▸ **What you should do**:
Below are records; work out how many of their lines hold the string "wrist" and give that number alone.

╔══

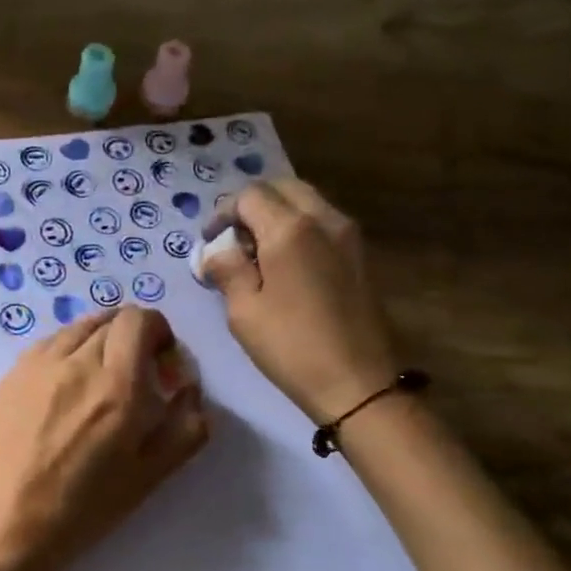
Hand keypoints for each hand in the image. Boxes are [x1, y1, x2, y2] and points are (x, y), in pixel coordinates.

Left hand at [0, 306, 207, 570]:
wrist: (9, 522)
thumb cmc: (86, 506)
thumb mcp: (152, 474)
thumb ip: (186, 425)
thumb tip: (189, 388)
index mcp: (118, 385)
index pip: (140, 319)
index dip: (157, 332)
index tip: (160, 363)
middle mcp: (78, 362)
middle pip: (111, 321)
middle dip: (132, 339)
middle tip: (134, 378)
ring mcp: (39, 365)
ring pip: (78, 328)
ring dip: (98, 342)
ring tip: (98, 380)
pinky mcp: (11, 375)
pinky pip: (49, 344)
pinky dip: (67, 352)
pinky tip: (65, 387)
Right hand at [205, 179, 397, 423]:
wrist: (357, 383)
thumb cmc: (292, 347)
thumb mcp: (244, 312)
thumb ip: (227, 270)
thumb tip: (216, 251)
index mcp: (290, 229)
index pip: (250, 196)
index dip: (223, 213)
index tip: (209, 241)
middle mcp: (324, 219)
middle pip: (283, 188)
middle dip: (253, 205)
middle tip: (234, 239)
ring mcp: (349, 236)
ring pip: (307, 202)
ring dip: (279, 214)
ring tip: (259, 253)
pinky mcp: (361, 256)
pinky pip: (324, 223)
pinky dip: (301, 229)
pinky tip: (287, 266)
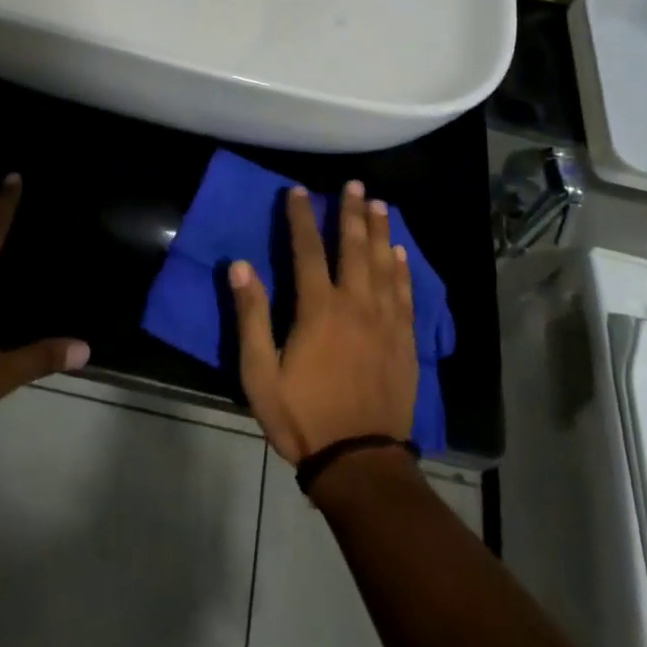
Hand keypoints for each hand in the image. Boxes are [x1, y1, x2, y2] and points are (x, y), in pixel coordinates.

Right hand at [228, 182, 417, 464]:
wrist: (359, 461)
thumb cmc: (303, 416)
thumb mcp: (260, 373)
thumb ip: (252, 316)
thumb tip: (241, 265)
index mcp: (319, 308)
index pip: (307, 249)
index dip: (301, 217)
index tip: (298, 190)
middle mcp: (356, 304)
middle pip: (354, 247)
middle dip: (352, 212)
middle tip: (354, 184)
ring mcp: (385, 321)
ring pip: (385, 264)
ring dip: (380, 231)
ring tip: (379, 204)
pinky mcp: (405, 341)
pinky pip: (406, 294)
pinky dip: (403, 270)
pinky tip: (400, 253)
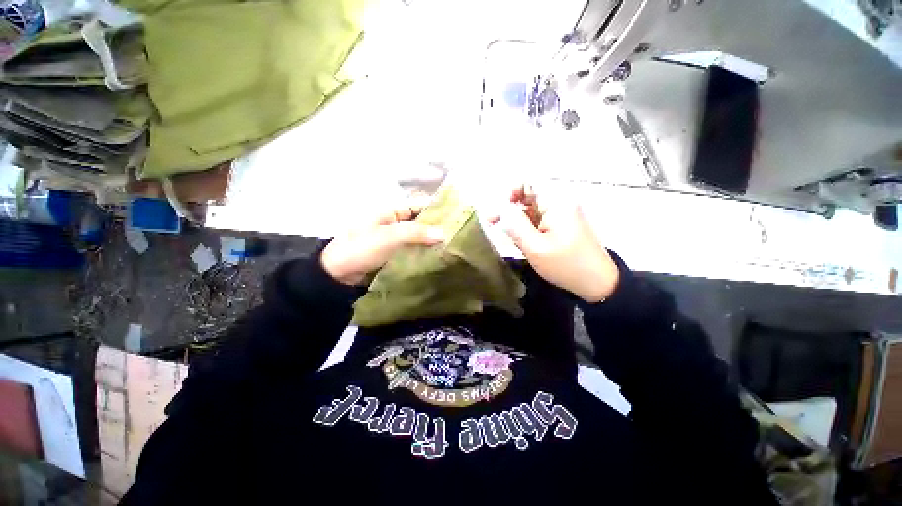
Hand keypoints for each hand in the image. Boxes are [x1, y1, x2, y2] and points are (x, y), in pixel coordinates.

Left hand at [321, 202, 444, 285]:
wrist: (339, 275)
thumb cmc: (361, 248)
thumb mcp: (388, 237)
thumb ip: (416, 233)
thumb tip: (444, 234)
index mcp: (391, 212)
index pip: (419, 205)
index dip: (436, 208)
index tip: (456, 215)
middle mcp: (396, 223)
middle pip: (421, 222)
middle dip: (437, 226)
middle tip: (459, 233)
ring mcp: (396, 240)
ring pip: (419, 237)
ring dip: (433, 241)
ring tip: (454, 245)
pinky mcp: (396, 254)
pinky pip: (414, 250)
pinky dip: (425, 252)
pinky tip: (439, 257)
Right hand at [491, 186, 619, 302]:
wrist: (598, 283)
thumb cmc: (565, 265)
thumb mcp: (535, 247)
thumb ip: (515, 225)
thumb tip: (500, 209)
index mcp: (556, 203)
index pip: (529, 182)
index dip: (510, 191)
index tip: (500, 209)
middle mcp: (559, 203)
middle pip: (528, 196)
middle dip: (510, 209)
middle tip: (493, 224)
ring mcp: (561, 215)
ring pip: (531, 210)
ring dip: (518, 222)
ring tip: (511, 239)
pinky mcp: (562, 226)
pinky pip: (539, 221)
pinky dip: (527, 229)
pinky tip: (523, 243)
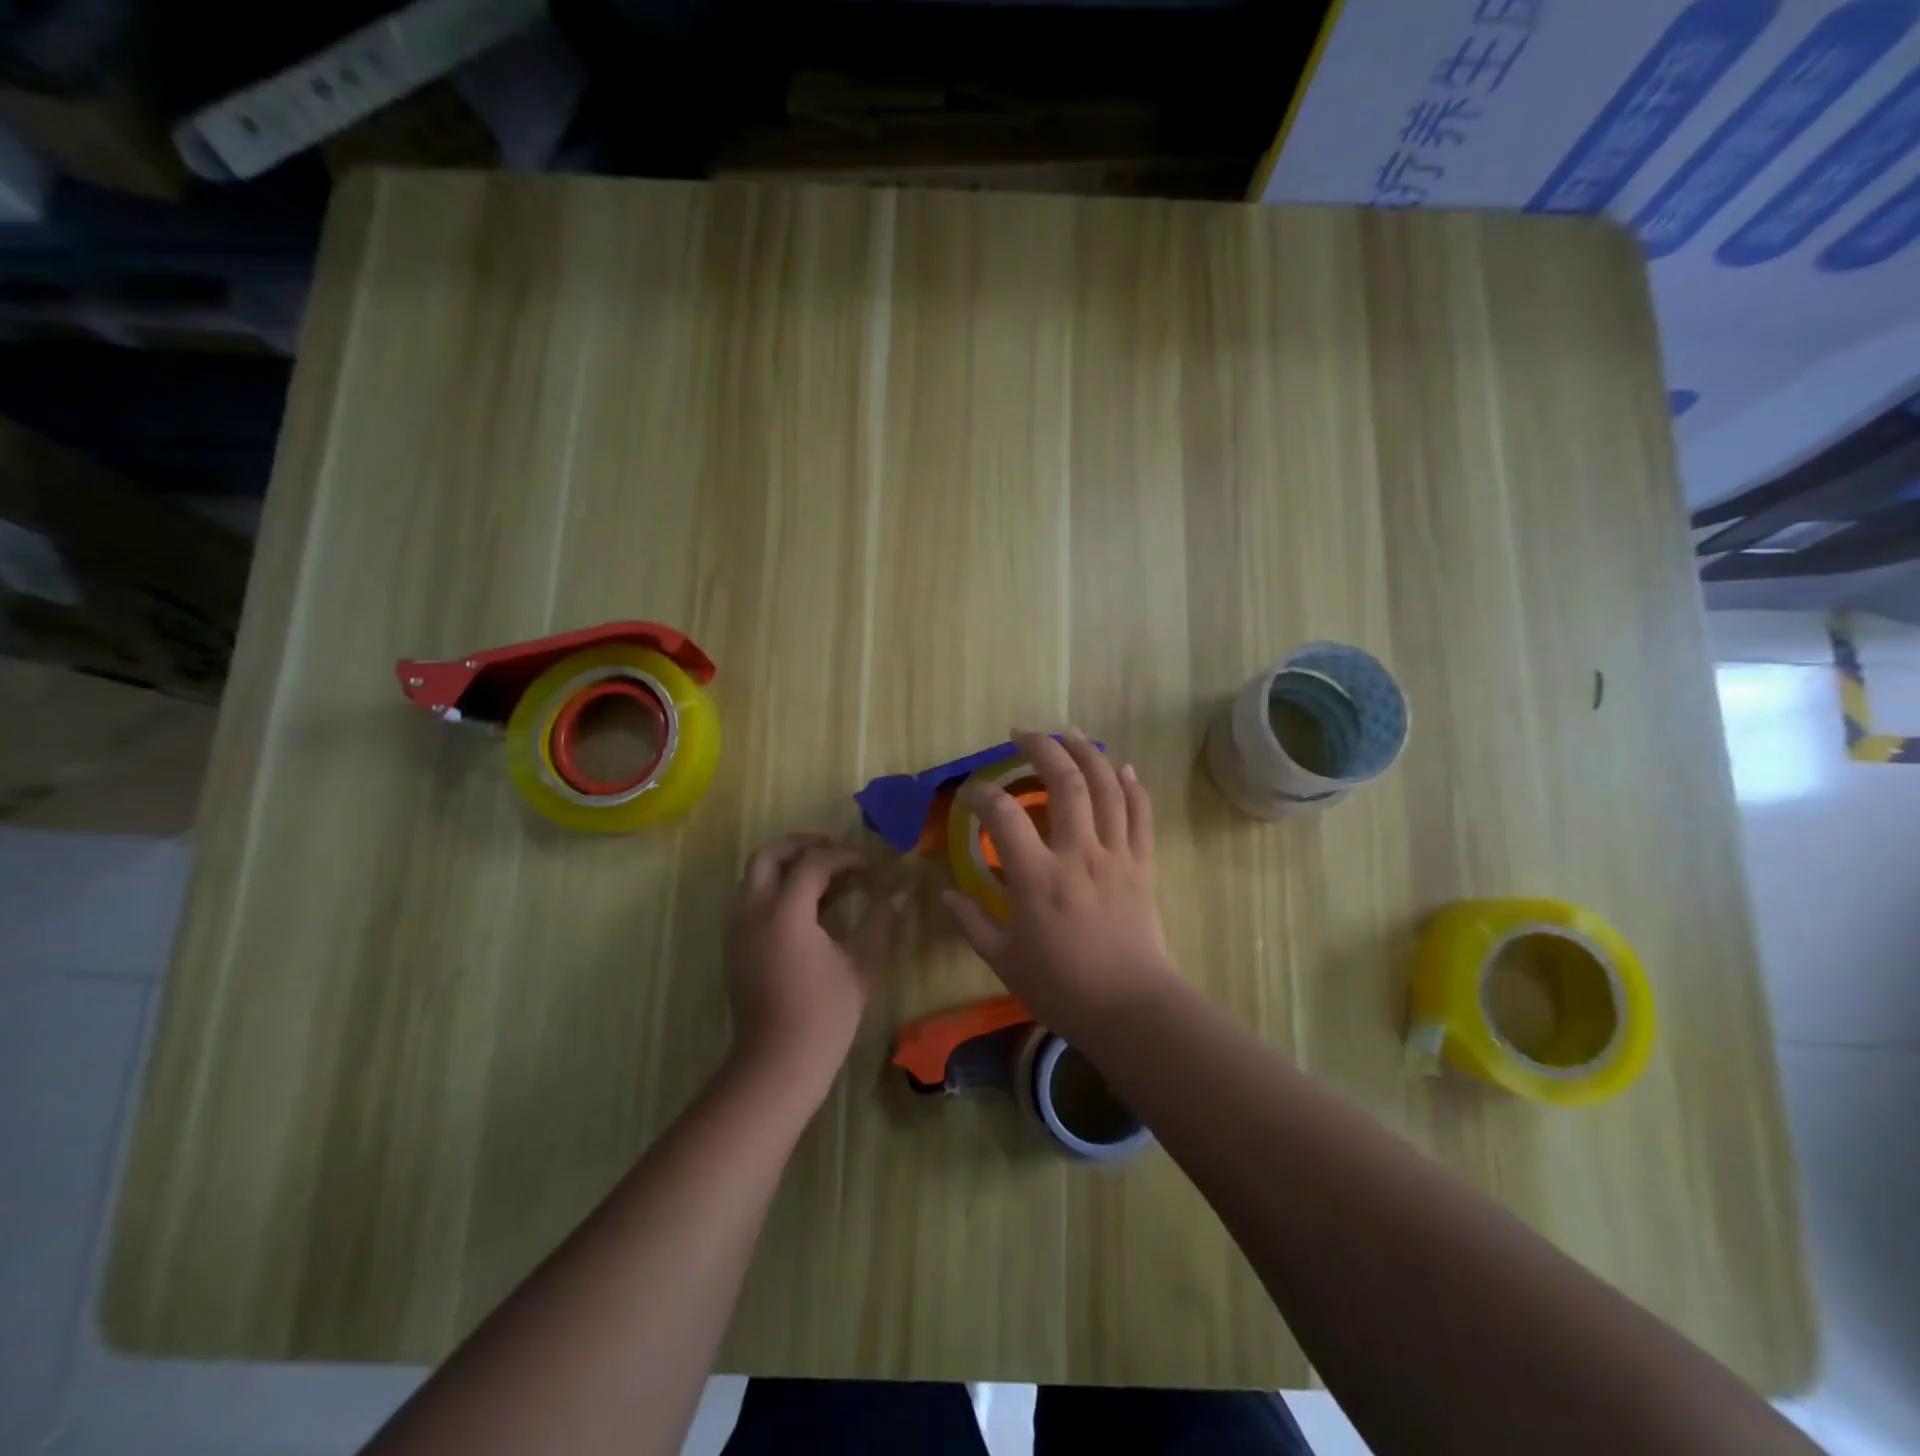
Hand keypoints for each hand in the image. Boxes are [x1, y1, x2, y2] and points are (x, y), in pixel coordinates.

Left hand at [725, 833, 907, 1103]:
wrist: (777, 1064)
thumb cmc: (824, 1015)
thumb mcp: (861, 965)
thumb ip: (880, 922)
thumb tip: (902, 893)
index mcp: (784, 913)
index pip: (812, 863)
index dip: (844, 857)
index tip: (870, 866)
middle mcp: (753, 911)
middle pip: (768, 854)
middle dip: (802, 845)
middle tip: (836, 853)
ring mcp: (738, 928)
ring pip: (755, 875)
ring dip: (788, 865)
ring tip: (826, 878)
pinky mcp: (735, 945)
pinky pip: (751, 898)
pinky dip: (777, 887)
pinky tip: (809, 906)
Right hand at [942, 729, 1178, 1041]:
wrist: (1131, 1009)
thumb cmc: (1063, 988)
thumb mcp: (1004, 962)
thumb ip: (973, 923)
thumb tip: (947, 894)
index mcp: (1038, 879)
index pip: (1004, 816)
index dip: (982, 794)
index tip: (970, 793)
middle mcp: (1078, 854)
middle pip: (1065, 782)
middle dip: (1042, 747)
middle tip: (1023, 734)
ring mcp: (1116, 855)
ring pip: (1107, 787)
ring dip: (1088, 752)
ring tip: (1069, 733)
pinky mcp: (1142, 864)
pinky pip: (1141, 814)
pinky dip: (1132, 785)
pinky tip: (1121, 766)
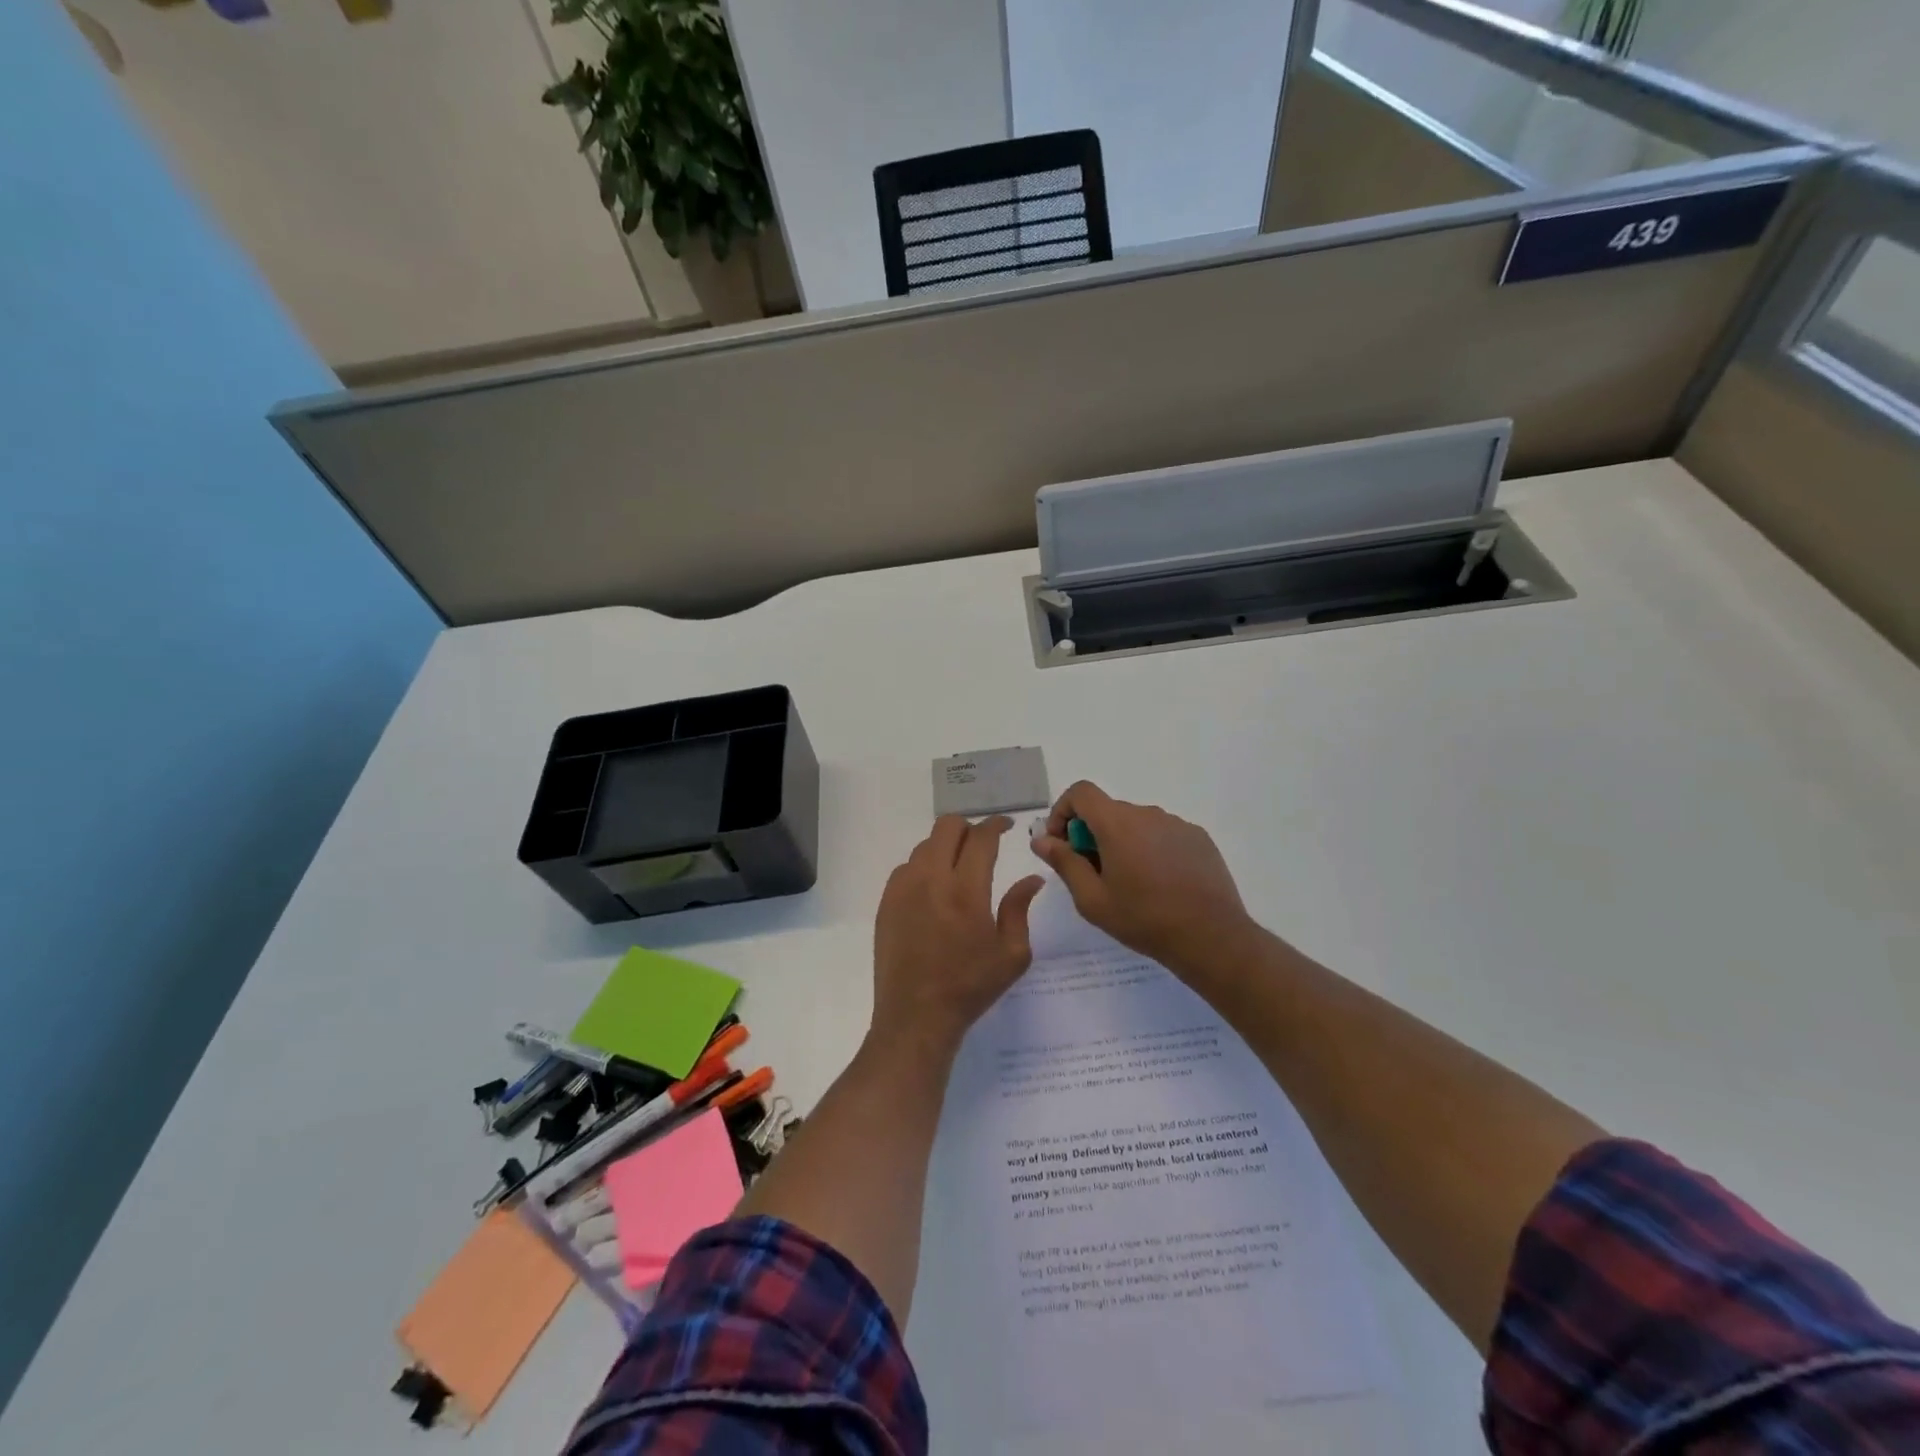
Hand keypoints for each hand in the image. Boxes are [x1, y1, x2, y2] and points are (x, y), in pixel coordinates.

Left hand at [872, 816, 1045, 1052]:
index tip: (1006, 826)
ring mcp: (903, 889)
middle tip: (982, 844)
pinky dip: (924, 866)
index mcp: (966, 890)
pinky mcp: (886, 902)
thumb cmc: (970, 987)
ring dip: (945, 847)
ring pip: (925, 845)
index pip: (981, 838)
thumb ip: (1019, 908)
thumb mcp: (1012, 954)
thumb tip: (1031, 878)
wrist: (916, 1016)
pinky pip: (906, 868)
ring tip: (958, 868)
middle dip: (969, 827)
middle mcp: (931, 879)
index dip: (996, 825)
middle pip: (947, 827)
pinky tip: (934, 889)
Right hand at [1031, 782, 1255, 975]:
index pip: (1081, 792)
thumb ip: (1064, 862)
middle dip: (1091, 834)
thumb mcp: (1092, 899)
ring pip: (1136, 824)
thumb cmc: (1143, 918)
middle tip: (1092, 874)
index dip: (1063, 811)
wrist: (1211, 936)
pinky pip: (1163, 834)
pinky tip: (1159, 884)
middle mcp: (1147, 813)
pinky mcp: (1198, 838)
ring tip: (1129, 883)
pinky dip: (1150, 849)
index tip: (1061, 844)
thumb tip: (1041, 839)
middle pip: (1108, 810)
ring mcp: (1177, 824)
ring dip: (1122, 843)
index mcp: (1117, 823)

╚══

▸ **Exercise result**:
9